La vida está llena de lechos de Procusto, medidas a las que se nos obliga a adaptarnos entre dolores del alma, prejuicios previos a los que debe ajustarse la realidad. Camil Petrescu (Bucarest 1894-1957) imaginó que el amor obedecía a este mito, y así lo plasmó en una impresionante novela El lecho de Procusto (1933): la persona amada no es tanto la que vemos sino la que queremos ver, aunque la realidad sea otra muy distinta. Al principio, no nos enamoramos de un ser, sino del amor, idealizamos una personalidad, la preservamos de cualquier defecto, pero nada de eso es real, como tampoco es real lo que creemos que cree la persona amada, que acaso nos ve de una manera distinta a como somos, peores o mejores, pero nunca según la medida que tenemos de nosotros mismos.

Es como el lecho de Procusto: ajustamos a nuestra realidad la realidad de los demás, y si nos viene escasa, exigimos, coaccionamos, hasta que se adapta a nuestro modo de ver; o bien desdeñamos y desalentamos si el amor nos viene grande, si nos pide demasiado, si nos demanda lo que no estamos dispuestos a dar. La convivencia amorosa es eso: una partida entre dos seres que adaptan sus realidades a otra realidad distinta. Y no siempre ganan los dos, ni siquiera, muchas veces, uno de ellos.

Con una evidente raíz proustiana, Camile Petrescu nos cuenta a través de unas cartas la historia de Ladima, un vehemente periodista enamorado de Emilia, una chica decente para él, una simpática prostituta para los demás hombres. Ladima quiere lo mejor para ella, cree en su talento como actriz, le procura dignos papeles en obras de teatro a pesar de que nosotros sabemos que la actuación no es lo suyo. Visita los despachos de los directores de escena hasta caerse de cansancio, obliga a amigos suyos a que escriban críticas elogiosas de su actuación, la espera pacientemente a la salida del teatro, porque no tiene siquiera dinero para comprar una entrada para verla sobre las tablas.

Y la espera casi siempre es inútil: Emilia sale por otra puerta, en compañía de hombres mucho más divertidos que él, hombres con dinero y poder, asquerosos amantes que ella desprecia, como desprecia a Ladima, pero que la hacen sentir que es importante para los demás, deseada, mimada. Si acaso, para Ladima guarda sus besos más castos, pero nada de sexo, porque hay que reservarlo para cuando se casen, ya se sabe que hay cuidar la pureza, el secreto placer del amor, aunque ese matrimonio parece no llegar nunca porque siempre aparece otro hombre que cree embaucarla, aunque sea él el que se adapta a sus caprichos hasta que ella se harta, porque tampoco el amor para ella es eso de lo que hablan los demás, el compromiso, la seriedad, la inmutable convivencia.

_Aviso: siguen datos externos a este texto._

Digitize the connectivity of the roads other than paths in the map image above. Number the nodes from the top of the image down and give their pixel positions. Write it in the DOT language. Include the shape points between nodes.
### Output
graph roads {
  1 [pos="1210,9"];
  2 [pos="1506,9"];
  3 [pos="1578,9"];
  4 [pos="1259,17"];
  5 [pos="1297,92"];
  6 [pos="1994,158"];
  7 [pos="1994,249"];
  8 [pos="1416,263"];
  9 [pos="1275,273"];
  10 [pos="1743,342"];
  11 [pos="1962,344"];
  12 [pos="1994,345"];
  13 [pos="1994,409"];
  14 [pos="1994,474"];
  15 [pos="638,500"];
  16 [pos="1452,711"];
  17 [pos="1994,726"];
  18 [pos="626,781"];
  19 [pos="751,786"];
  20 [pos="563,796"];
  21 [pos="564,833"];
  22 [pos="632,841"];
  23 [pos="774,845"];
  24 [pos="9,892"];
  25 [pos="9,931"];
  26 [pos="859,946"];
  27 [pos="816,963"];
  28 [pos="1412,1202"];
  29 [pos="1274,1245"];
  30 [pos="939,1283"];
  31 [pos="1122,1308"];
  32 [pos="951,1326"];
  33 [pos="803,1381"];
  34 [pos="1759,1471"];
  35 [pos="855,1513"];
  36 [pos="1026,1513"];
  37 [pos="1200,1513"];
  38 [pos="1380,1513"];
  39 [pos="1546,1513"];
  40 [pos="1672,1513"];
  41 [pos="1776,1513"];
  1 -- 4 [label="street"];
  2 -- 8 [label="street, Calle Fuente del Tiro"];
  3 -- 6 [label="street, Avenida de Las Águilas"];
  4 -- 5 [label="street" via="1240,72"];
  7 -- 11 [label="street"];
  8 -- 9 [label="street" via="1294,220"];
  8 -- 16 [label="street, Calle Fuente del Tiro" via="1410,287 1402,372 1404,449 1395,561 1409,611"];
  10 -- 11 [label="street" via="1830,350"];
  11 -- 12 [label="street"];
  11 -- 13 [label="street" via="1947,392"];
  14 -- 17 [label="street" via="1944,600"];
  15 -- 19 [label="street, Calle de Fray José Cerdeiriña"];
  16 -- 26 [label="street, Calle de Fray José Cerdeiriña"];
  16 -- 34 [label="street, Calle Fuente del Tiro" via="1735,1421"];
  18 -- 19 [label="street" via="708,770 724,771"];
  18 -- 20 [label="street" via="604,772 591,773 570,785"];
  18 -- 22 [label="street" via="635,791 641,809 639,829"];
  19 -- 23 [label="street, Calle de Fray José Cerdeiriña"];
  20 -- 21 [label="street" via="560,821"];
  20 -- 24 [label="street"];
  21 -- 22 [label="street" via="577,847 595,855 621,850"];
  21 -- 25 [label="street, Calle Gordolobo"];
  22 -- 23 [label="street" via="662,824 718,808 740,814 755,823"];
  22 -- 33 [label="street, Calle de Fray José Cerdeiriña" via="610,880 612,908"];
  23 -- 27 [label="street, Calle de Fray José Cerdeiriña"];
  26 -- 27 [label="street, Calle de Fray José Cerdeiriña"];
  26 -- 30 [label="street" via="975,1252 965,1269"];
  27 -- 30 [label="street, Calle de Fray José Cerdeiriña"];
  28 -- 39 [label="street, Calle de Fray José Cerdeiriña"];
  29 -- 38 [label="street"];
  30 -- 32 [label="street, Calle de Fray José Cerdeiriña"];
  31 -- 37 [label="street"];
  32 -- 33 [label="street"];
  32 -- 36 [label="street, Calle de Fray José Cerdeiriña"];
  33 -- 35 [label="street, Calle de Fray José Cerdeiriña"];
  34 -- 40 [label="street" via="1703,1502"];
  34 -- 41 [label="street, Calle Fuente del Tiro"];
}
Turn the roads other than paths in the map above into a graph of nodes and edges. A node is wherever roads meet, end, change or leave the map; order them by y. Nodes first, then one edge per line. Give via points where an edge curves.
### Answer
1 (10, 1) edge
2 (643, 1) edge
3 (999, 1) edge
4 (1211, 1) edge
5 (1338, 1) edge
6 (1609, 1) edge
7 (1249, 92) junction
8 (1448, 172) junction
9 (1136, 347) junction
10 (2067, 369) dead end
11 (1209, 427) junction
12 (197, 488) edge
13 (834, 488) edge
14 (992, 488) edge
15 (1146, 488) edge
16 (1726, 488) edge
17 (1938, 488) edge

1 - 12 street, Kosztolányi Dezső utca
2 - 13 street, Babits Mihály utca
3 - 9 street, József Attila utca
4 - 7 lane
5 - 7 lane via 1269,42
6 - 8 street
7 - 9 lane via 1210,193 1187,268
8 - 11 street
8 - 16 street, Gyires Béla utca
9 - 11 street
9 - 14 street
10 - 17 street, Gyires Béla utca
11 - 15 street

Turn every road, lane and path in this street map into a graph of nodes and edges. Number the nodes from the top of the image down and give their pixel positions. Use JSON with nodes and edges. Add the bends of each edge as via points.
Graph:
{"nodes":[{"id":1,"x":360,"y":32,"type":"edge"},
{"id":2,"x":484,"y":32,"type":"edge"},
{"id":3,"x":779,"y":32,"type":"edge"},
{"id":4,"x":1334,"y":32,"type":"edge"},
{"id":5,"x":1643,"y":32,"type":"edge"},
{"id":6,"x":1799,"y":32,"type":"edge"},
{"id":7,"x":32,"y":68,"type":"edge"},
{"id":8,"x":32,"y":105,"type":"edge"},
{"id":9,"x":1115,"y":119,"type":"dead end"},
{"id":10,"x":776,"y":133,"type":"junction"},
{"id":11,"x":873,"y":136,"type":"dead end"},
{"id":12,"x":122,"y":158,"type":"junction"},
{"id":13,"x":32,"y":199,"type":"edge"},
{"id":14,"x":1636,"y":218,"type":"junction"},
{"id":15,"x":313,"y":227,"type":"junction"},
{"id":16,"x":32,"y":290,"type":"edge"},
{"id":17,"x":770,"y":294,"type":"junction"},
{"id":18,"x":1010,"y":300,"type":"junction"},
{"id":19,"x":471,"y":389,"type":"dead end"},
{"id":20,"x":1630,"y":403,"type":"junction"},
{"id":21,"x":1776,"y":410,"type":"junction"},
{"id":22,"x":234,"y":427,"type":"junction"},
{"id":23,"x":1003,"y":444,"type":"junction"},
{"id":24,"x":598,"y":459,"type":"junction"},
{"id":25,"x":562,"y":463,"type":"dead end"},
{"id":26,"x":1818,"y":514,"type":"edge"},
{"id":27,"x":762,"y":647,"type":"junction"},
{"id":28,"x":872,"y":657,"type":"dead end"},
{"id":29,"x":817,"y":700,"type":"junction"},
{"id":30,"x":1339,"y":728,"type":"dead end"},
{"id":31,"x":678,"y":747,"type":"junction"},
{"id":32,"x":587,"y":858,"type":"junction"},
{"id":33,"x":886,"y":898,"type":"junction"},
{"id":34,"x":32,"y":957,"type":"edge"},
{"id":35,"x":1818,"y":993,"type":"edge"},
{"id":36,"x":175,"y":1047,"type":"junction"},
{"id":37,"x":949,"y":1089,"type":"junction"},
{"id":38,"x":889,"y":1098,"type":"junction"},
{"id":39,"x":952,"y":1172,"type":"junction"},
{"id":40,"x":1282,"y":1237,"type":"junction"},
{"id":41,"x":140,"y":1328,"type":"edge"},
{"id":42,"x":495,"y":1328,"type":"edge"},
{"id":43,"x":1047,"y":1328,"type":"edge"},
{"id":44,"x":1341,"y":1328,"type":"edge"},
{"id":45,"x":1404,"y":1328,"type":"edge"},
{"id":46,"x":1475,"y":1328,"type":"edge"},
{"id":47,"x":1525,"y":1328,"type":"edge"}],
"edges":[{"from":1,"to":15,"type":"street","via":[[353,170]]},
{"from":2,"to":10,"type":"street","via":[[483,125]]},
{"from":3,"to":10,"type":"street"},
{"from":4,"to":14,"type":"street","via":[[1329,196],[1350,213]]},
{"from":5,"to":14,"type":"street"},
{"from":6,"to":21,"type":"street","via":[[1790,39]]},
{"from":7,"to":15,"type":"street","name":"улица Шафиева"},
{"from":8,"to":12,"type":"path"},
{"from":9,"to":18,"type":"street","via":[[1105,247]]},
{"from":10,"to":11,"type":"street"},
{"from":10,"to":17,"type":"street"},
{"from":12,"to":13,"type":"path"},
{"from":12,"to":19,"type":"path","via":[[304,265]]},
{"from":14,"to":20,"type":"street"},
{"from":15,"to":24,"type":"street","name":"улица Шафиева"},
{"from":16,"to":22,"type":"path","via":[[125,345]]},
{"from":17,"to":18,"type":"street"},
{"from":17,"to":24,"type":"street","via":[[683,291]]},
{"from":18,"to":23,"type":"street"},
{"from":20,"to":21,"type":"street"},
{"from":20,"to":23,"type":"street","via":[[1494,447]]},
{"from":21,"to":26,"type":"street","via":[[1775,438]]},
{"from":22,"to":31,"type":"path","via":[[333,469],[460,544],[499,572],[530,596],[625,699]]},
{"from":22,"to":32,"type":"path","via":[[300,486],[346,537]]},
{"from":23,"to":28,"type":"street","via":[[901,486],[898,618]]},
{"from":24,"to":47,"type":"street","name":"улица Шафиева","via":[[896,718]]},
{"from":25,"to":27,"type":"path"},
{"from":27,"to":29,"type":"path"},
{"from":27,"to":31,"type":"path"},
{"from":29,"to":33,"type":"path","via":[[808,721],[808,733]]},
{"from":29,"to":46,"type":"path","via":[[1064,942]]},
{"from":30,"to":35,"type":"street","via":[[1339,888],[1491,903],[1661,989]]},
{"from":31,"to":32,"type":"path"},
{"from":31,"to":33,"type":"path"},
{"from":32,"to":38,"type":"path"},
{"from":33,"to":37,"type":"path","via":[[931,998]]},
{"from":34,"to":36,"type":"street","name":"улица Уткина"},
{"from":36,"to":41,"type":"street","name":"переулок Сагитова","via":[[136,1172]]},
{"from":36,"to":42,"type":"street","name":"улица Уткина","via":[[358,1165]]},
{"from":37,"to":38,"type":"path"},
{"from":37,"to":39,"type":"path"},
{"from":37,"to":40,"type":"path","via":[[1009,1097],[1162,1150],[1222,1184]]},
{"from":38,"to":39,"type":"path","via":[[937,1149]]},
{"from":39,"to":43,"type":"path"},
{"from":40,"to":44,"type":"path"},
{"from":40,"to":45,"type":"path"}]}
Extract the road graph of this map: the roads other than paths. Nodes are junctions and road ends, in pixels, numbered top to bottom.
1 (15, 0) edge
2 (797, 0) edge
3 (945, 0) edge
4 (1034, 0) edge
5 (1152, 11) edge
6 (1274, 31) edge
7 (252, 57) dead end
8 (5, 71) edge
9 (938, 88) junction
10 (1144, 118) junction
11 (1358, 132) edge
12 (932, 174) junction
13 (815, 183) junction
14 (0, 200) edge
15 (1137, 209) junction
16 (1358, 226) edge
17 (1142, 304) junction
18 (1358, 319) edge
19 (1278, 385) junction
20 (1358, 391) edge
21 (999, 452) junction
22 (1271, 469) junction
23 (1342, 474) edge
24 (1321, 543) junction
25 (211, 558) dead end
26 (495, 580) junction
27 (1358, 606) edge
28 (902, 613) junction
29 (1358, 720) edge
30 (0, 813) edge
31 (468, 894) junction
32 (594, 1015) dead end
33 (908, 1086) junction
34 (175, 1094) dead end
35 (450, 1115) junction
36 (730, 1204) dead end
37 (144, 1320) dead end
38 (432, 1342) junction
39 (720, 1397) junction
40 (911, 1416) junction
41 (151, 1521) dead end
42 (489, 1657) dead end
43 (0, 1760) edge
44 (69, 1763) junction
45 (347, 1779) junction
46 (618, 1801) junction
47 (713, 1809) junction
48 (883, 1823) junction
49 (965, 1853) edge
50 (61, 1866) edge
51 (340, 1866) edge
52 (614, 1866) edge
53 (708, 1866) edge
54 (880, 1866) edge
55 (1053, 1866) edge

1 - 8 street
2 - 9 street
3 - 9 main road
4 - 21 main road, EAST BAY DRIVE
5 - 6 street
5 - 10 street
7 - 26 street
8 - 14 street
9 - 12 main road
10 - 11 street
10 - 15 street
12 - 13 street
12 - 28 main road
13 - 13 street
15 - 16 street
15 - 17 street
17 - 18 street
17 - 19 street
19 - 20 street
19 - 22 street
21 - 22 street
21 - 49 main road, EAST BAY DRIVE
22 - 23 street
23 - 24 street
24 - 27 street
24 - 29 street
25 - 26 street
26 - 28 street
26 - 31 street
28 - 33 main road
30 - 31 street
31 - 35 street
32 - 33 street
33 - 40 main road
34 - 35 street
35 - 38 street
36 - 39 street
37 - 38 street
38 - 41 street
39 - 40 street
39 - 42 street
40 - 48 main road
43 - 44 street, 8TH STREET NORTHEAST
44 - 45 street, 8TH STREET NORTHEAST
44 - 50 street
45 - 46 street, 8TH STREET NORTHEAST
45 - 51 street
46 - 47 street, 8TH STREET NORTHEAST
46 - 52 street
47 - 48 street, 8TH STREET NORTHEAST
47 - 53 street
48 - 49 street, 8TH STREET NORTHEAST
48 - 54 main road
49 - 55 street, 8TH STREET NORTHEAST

¿Emilia es despiadada con Ladima? ¿No será Ladima un ingenuo sin remedio, un pobre desgraciado que no sabe que lo es? ¿No se habrá equivocado de mujer? En esta novela nada es lo que parece, acaso como en la vida. La respuesta está en saber tomarle la medida a la realidad, pero ¿cuál es la medida de la realidad? Emilia le cuenta a uno de los narradores su verdad, y no podemos encontrar una sola fisura en su versión. ¿Y la versión de Ladima? La podemos encontrar en las cartas que continuamente le envía a su amada, casi de un modo compulsivo, y en su versión tampoco encontramos fisuras.

Los dos llevan razón, como lleva razón el narrador que nos va aclarando ciertos hechos que él conoció de primera mano acerca de esta relación, juicios sensatos de un hombre que sabe ver la realidad de un tercero, aunque en su vida también haya otra mujer a la que adora pero con la que no puede convivir, aunque no sepa bien el motivo, aunque ella sea la mujer más maravillosa que uno pueda conocer, como demuestran sus cartas, que el lector también conoce, y que la retratan de tal manera que nadie se negaría a sus evidentes encantos. ¿Es que la verdad es relativa? No; lo que ocurre, simplemente, es que no sabemos cuál es la verdad.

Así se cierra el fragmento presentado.